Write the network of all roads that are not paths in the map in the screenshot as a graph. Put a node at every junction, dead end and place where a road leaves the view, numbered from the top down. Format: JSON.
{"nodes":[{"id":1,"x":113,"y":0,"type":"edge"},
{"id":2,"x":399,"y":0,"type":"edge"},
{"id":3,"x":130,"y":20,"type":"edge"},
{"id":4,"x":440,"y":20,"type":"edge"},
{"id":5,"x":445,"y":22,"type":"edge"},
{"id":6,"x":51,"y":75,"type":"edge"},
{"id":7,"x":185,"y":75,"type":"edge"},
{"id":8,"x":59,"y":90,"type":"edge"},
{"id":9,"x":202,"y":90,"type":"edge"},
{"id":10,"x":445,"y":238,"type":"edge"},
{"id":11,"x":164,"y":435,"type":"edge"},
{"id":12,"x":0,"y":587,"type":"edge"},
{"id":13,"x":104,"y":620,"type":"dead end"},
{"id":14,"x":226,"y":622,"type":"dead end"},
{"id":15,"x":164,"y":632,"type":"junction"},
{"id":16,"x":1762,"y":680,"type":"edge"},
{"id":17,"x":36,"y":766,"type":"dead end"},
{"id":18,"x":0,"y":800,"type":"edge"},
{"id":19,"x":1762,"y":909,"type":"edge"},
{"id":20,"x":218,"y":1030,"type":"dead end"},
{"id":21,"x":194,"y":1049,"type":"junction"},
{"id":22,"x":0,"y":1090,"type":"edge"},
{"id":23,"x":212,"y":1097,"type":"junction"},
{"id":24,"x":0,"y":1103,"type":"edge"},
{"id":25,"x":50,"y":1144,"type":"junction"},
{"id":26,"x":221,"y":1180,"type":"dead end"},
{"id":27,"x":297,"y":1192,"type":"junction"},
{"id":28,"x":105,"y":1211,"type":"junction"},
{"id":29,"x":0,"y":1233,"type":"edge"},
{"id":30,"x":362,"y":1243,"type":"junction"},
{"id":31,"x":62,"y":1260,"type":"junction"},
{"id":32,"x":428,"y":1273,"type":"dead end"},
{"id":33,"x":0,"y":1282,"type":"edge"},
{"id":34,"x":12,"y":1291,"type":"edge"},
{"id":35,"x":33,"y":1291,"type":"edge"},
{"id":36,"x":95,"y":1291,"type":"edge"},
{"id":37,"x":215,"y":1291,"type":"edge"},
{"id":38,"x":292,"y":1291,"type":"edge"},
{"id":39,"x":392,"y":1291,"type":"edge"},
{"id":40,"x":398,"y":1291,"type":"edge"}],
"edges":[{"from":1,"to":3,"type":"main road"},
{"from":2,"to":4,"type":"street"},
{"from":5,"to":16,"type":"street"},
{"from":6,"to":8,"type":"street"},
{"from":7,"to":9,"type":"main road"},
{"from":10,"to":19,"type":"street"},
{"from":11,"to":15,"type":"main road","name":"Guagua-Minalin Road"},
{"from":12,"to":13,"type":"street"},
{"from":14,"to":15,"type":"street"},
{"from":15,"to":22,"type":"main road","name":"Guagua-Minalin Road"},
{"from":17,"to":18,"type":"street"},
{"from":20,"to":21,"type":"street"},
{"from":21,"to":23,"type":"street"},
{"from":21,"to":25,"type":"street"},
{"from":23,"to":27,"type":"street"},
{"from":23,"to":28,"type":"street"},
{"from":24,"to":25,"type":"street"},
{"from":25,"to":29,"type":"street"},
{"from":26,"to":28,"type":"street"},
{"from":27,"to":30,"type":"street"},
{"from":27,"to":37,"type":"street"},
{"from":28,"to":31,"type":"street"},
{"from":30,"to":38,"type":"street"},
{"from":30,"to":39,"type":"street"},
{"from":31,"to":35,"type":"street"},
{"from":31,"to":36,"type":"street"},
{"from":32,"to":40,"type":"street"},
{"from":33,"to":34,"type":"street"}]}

+++++

Assignment:
Set all of the records down again, exactly as they stand.

Task answer:
Write the network of all roads that are not paths in the map in the screenshot as a graph. Put a node at every junction, dead end and place where a road leaves the view, numbered from the top down. Format: JSON.
{"nodes":[{"id":1,"x":113,"y":0,"type":"edge"},
{"id":2,"x":399,"y":0,"type":"edge"},
{"id":3,"x":130,"y":20,"type":"edge"},
{"id":4,"x":440,"y":20,"type":"edge"},
{"id":5,"x":445,"y":22,"type":"edge"},
{"id":6,"x":51,"y":75,"type":"edge"},
{"id":7,"x":185,"y":75,"type":"edge"},
{"id":8,"x":59,"y":90,"type":"edge"},
{"id":9,"x":202,"y":90,"type":"edge"},
{"id":10,"x":445,"y":238,"type":"edge"},
{"id":11,"x":164,"y":435,"type":"edge"},
{"id":12,"x":0,"y":587,"type":"edge"},
{"id":13,"x":104,"y":620,"type":"dead end"},
{"id":14,"x":226,"y":622,"type":"dead end"},
{"id":15,"x":164,"y":632,"type":"junction"},
{"id":16,"x":1762,"y":680,"type":"edge"},
{"id":17,"x":36,"y":766,"type":"dead end"},
{"id":18,"x":0,"y":800,"type":"edge"},
{"id":19,"x":1762,"y":909,"type":"edge"},
{"id":20,"x":218,"y":1030,"type":"dead end"},
{"id":21,"x":194,"y":1049,"type":"junction"},
{"id":22,"x":0,"y":1090,"type":"edge"},
{"id":23,"x":212,"y":1097,"type":"junction"},
{"id":24,"x":0,"y":1103,"type":"edge"},
{"id":25,"x":50,"y":1144,"type":"junction"},
{"id":26,"x":221,"y":1180,"type":"dead end"},
{"id":27,"x":297,"y":1192,"type":"junction"},
{"id":28,"x":105,"y":1211,"type":"junction"},
{"id":29,"x":0,"y":1233,"type":"edge"},
{"id":30,"x":362,"y":1243,"type":"junction"},
{"id":31,"x":62,"y":1260,"type":"junction"},
{"id":32,"x":428,"y":1273,"type":"dead end"},
{"id":33,"x":0,"y":1282,"type":"edge"},
{"id":34,"x":12,"y":1291,"type":"edge"},
{"id":35,"x":33,"y":1291,"type":"edge"},
{"id":36,"x":95,"y":1291,"type":"edge"},
{"id":37,"x":215,"y":1291,"type":"edge"},
{"id":38,"x":292,"y":1291,"type":"edge"},
{"id":39,"x":392,"y":1291,"type":"edge"},
{"id":40,"x":398,"y":1291,"type":"edge"}],
"edges":[{"from":1,"to":3,"type":"main road"},
{"from":2,"to":4,"type":"street"},
{"from":5,"to":16,"type":"street"},
{"from":6,"to":8,"type":"street"},
{"from":7,"to":9,"type":"main road"},
{"from":10,"to":19,"type":"street"},
{"from":11,"to":15,"type":"main road","name":"Guagua-Minalin Road"},
{"from":12,"to":13,"type":"street"},
{"from":14,"to":15,"type":"street"},
{"from":15,"to":22,"type":"main road","name":"Guagua-Minalin Road"},
{"from":17,"to":18,"type":"street"},
{"from":20,"to":21,"type":"street"},
{"from":21,"to":23,"type":"street"},
{"from":21,"to":25,"type":"street"},
{"from":23,"to":27,"type":"street"},
{"from":23,"to":28,"type":"street"},
{"from":24,"to":25,"type":"street"},
{"from":25,"to":29,"type":"street"},
{"from":26,"to":28,"type":"street"},
{"from":27,"to":30,"type":"street"},
{"from":27,"to":37,"type":"street"},
{"from":28,"to":31,"type":"street"},
{"from":30,"to":38,"type":"street"},
{"from":30,"to":39,"type":"street"},
{"from":31,"to":35,"type":"street"},
{"from":31,"to":36,"type":"street"},
{"from":32,"to":40,"type":"street"},
{"from":33,"to":34,"type":"street"}]}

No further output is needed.